Requires that the board and management agree on social purposes and provides the boards and managers with protection against liability if they do not exclusively pursue profits for the benefit of shareholders.

Unrelated Business Income Tax (UBIT)

Revenues from activities that are not related to the mission are subject to UBIT. An activity is unrelated and subject to tax if it meets three requirements: (1) It is a trade or business, as defined by the IRS; (2) It is regularly carried on; (3) It is not substantially related to the exempt purpose of the organization.

B Corps

A certified B Corp is not truly a new corporate legal form, but rather a for-profit business that has been certified as following socially responsible practices and having a positve social impact while engaging in commerce.

Philanthropy

A more rational form of long-term investment in the infrastructure of society, seen, for example, in gifts made to construct new hospitals, endow universities, or create new charitable foundations intended to exist in perpetuity. (p.22)

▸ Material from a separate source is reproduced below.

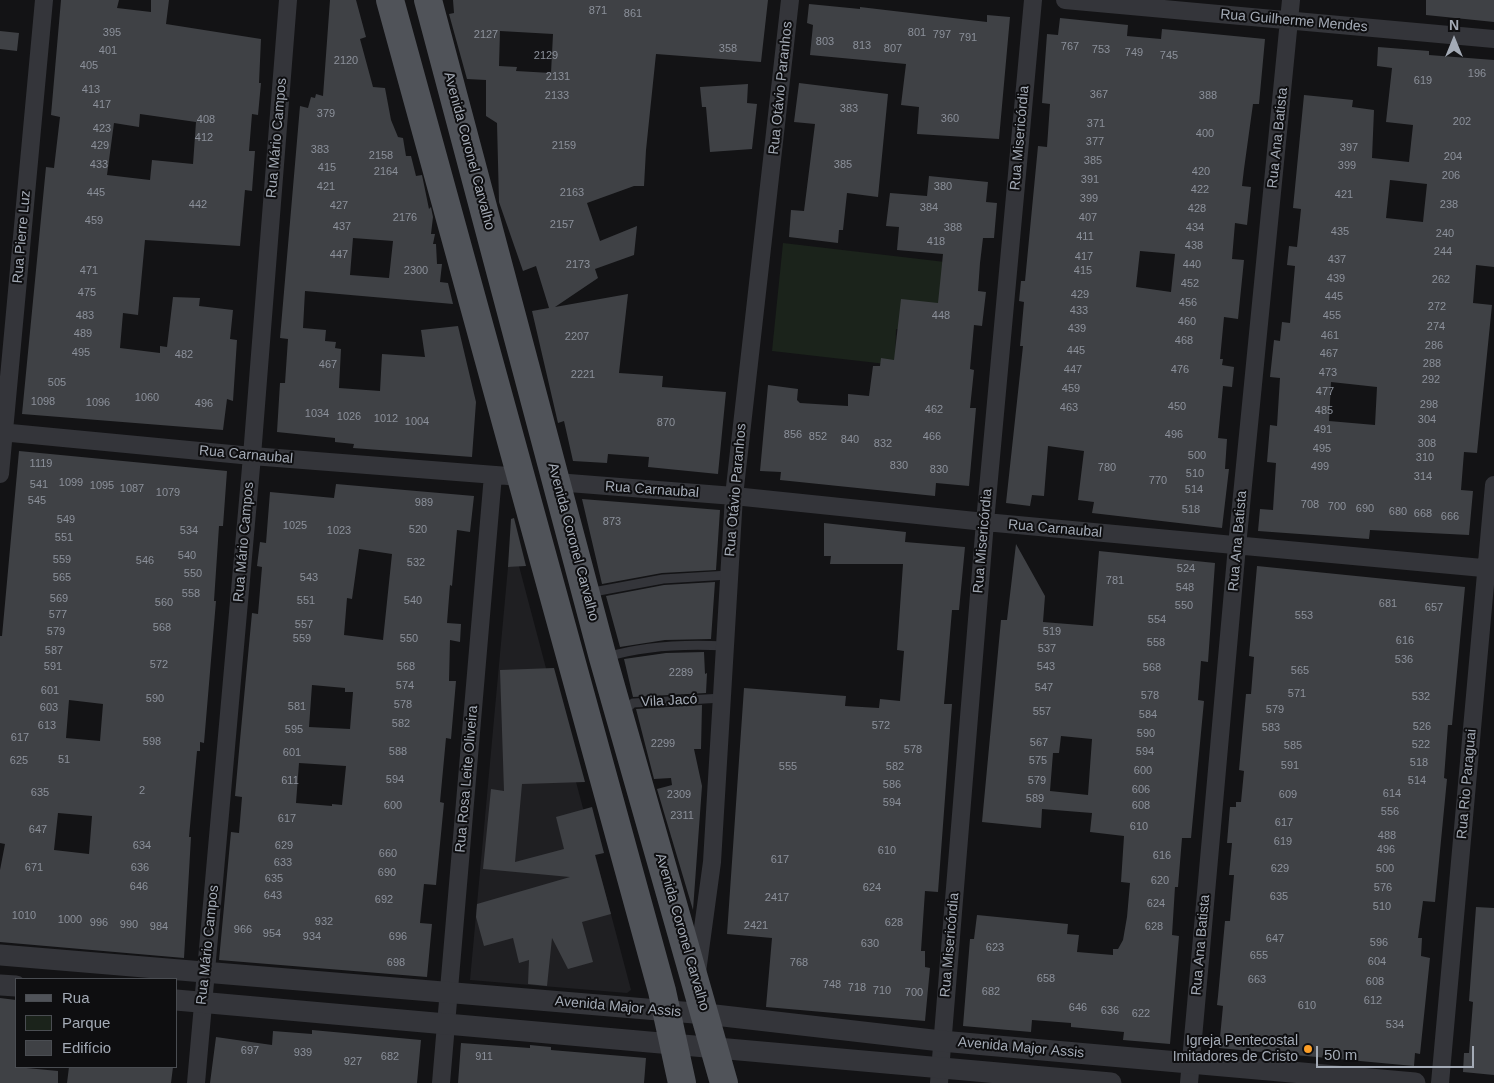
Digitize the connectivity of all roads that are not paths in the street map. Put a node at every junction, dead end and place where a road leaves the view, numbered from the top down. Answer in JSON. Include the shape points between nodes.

Independent Sector (alternative to nonprofit term)

Raises the question "Independent from what?" Nonprofits are financially dependent on resources from donors and subject to an increasing array of state and federal law.

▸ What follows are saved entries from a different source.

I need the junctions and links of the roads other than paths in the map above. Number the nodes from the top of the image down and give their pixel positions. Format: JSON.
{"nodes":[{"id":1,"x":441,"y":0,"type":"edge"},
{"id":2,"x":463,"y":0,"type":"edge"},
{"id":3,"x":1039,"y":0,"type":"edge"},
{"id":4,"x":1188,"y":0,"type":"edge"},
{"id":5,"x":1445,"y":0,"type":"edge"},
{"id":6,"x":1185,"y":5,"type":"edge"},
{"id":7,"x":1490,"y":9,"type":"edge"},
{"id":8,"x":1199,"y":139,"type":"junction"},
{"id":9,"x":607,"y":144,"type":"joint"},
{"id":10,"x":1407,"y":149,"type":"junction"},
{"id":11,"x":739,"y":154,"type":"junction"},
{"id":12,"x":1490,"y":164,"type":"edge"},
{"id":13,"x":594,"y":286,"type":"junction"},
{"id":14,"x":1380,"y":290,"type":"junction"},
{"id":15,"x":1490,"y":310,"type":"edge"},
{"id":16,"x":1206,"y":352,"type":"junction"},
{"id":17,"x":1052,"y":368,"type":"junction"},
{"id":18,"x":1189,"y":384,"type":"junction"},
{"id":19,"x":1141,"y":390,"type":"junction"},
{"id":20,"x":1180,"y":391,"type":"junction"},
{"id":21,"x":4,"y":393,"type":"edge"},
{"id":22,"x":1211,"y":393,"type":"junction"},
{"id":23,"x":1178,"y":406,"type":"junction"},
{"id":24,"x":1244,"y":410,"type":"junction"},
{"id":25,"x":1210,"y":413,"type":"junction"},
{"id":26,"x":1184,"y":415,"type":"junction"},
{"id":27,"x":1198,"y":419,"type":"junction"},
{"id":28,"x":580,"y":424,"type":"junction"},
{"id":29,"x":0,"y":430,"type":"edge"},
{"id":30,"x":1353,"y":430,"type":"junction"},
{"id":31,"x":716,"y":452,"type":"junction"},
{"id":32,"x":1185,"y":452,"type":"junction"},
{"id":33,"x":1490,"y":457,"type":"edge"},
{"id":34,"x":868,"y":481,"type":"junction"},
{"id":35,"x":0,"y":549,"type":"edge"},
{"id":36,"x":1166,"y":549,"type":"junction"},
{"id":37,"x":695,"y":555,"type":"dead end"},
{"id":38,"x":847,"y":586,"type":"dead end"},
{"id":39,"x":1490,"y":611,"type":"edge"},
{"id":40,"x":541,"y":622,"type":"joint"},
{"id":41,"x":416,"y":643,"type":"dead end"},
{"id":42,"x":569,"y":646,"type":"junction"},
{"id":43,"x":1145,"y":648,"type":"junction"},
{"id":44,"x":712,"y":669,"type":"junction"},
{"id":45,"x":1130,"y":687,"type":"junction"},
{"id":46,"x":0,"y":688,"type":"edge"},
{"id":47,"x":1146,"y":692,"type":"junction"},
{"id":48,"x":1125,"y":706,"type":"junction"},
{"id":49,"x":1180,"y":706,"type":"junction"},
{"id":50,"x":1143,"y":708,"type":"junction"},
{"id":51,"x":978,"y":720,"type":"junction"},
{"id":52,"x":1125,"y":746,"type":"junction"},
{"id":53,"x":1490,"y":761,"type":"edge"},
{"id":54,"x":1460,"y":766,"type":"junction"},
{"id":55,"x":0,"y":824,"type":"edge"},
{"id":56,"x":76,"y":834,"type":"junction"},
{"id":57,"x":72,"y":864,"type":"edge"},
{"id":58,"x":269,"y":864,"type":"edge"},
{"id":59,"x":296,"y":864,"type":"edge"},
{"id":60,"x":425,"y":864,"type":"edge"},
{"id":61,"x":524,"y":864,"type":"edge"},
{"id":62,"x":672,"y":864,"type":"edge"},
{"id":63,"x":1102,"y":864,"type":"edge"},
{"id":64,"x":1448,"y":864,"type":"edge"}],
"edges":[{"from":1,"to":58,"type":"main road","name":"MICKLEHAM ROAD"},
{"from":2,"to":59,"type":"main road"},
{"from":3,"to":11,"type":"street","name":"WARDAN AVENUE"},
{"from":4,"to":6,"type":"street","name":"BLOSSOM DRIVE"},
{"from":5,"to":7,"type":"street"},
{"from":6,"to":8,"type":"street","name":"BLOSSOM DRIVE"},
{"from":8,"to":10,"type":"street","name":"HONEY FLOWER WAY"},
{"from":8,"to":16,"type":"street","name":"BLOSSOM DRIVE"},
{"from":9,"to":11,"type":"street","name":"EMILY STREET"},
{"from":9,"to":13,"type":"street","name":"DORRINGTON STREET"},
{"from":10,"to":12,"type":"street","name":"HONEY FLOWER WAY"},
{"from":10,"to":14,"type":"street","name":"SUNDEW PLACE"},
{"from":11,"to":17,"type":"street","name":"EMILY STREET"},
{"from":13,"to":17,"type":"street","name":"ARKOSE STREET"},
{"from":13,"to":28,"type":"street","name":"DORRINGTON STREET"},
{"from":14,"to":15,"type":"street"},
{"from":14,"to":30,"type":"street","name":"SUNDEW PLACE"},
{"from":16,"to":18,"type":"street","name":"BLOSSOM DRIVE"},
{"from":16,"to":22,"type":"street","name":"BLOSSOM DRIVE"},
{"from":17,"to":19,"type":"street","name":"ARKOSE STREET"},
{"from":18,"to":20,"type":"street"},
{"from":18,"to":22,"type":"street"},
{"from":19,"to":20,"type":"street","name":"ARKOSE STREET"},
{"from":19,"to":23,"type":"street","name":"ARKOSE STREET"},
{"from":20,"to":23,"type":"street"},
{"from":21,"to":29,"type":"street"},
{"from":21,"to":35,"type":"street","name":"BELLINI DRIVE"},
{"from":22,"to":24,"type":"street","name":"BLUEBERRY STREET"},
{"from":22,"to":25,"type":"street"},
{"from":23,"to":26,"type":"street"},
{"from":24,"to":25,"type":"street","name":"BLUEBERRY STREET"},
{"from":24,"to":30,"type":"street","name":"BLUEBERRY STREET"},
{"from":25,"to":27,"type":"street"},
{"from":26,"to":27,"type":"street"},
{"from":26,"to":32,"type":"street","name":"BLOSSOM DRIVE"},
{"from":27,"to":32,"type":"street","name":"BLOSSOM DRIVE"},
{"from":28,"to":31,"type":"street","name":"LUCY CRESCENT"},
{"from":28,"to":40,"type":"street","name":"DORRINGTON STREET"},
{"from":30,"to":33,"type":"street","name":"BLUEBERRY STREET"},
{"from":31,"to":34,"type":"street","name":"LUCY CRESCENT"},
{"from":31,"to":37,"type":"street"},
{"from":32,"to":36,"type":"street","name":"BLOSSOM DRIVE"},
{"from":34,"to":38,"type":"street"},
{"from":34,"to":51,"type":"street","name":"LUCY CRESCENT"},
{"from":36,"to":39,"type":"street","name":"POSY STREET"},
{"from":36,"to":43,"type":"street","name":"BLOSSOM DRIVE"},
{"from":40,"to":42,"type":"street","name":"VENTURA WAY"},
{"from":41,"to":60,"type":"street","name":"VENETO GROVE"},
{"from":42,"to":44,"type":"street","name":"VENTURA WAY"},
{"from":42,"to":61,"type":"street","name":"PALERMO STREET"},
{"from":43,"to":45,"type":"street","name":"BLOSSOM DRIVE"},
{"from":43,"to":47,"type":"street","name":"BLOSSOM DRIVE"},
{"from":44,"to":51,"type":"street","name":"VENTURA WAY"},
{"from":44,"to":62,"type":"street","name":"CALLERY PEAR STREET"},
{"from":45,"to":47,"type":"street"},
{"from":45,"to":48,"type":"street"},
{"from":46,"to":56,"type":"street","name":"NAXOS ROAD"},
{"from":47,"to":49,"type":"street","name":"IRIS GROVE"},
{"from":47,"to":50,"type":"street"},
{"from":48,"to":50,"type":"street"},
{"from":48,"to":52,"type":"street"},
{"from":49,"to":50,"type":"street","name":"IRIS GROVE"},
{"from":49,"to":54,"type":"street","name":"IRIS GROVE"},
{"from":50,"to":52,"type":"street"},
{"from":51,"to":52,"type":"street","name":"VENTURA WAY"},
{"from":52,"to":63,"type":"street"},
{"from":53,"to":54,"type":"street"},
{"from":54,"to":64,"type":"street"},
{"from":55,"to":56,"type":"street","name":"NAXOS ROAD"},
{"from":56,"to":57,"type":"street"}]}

Why are advocacy organizations different from charitable nonprofits in the eyes of the tax code?

Advocacy organizations do not face the same limitations on political activity. They can spend money on lobbying without limitation.

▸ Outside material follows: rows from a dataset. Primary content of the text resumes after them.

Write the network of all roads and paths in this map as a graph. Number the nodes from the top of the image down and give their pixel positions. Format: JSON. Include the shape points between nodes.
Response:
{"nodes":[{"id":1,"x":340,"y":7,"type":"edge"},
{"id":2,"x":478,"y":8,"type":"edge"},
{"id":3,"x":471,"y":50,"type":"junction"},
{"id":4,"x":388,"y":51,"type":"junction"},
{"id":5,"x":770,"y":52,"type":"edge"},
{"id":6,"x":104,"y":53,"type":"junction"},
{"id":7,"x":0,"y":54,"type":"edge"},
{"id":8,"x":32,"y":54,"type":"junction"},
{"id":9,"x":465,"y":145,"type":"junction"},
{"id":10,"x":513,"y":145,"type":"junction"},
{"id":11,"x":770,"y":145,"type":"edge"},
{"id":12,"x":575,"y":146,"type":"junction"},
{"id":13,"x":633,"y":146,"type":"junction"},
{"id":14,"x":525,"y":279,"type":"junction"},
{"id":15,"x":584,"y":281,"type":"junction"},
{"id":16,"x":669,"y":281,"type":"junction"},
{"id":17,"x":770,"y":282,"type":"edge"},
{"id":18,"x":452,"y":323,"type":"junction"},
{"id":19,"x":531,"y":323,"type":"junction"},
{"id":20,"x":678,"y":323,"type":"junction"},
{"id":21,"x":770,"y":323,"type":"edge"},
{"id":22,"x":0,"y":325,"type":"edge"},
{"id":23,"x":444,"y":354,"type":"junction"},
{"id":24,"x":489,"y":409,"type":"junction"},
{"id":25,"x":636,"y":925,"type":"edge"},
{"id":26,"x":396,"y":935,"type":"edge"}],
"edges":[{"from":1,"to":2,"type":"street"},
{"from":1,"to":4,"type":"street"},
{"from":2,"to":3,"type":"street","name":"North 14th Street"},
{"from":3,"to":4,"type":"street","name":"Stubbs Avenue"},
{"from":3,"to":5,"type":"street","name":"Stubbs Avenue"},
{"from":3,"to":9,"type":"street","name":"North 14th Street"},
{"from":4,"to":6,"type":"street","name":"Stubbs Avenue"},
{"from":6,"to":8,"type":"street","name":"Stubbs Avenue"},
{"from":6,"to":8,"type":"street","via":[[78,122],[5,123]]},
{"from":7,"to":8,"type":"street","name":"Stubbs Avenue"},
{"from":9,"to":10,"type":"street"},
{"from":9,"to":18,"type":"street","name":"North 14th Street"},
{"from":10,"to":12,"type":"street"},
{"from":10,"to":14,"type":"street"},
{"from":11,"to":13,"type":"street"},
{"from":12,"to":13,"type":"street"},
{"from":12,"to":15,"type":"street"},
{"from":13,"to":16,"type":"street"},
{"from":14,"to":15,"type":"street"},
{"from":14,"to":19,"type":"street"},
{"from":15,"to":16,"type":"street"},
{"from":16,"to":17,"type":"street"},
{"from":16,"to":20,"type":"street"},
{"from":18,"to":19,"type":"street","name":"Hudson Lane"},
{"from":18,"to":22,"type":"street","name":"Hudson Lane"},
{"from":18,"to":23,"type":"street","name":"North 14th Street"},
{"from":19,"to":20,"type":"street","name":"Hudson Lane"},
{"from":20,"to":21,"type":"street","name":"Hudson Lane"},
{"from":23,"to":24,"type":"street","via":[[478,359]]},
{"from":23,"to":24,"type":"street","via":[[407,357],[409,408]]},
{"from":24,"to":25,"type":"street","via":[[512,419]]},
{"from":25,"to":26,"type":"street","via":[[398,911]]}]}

Charitable Sector (alternative to nonprofit term)

Charitable gifts, while important, are not the largest source of nonprofit revenues. Some organizations are nonprofit but neither seek nor receive any form of charitable support.

What is the largest group of tax-exempt organizations?

Charitable nonprofits, classified under 501(c)(3). Approximately 1.1 million. Includes hospitals, museums, schools, colleges, orchestras, and nonprofits that provide human and social services.

Low-profit, limited liability company (L3C)

Defines an organization that spans the for-profit and nonprofit sectors. This new form of legal entity is intended to pursue social purposes, like a nonprofit, but is also able to accept investments that provide a financial return at a rate below what would be expected from a purely commercial entity.

National Taxonomy of Exempt Entities (NTEE)

Divides the universe of nonprofit organizations into 26 major groups under 10 broad categories. The categories are based on organizations' purposes, activities, and programs.

Operating Foundations

Foundations that do not make any, or many, grants to other nonprofits and that may not even have the term foundation in their names. All their funds are used to support their own programs and operations. They are not sources of financial support for other nonprofits.

Charity

Giving intended to meet current individual human needs or to alleviate current human suffering - for example, to feed the homeless or aid the victims of a natural disaster. Emotionally driven and impulsive. (p.22)

Faith-based Organizations

Provide social services, which can receive government funds to support their secular programs.

Charitable Choice

Provisions to allow faith-based organizations to receive grants under federally funded programs.

Charitable nonprofits

Public charities and private foundations, classified under 501(c)(3). Approximately 1.1 million. Includes hospitals, museums, schools, colleges, orchestras, and nonprofits that provide human and social services. Eligible to receive tax-deductible contributions.

Social Welfare Organizations

Purpose is to advance a cause or work for social change. Encompass advocacy organizations. Gifts made to these organizations (Section 501 (c)(4)) are not tax deductible for the donor because they are not classified as charitable organizations.

Nonprofit Organization

This term really refers to one thing nonprofit organizations do not do, rather than capturing much about what ther are or the diverse programs and services they offer to society.

Nongovernmental Organizations

Those nonprofits that work internationally. It originated with the United Nations. It reflects organizations that perform governmentlike functions in the countries they serve, and that most receive a substantial of their revenue from government sources.

Private Foundations

Usually have only one or perhaps a few donors - often one person, one company, or the members of a family.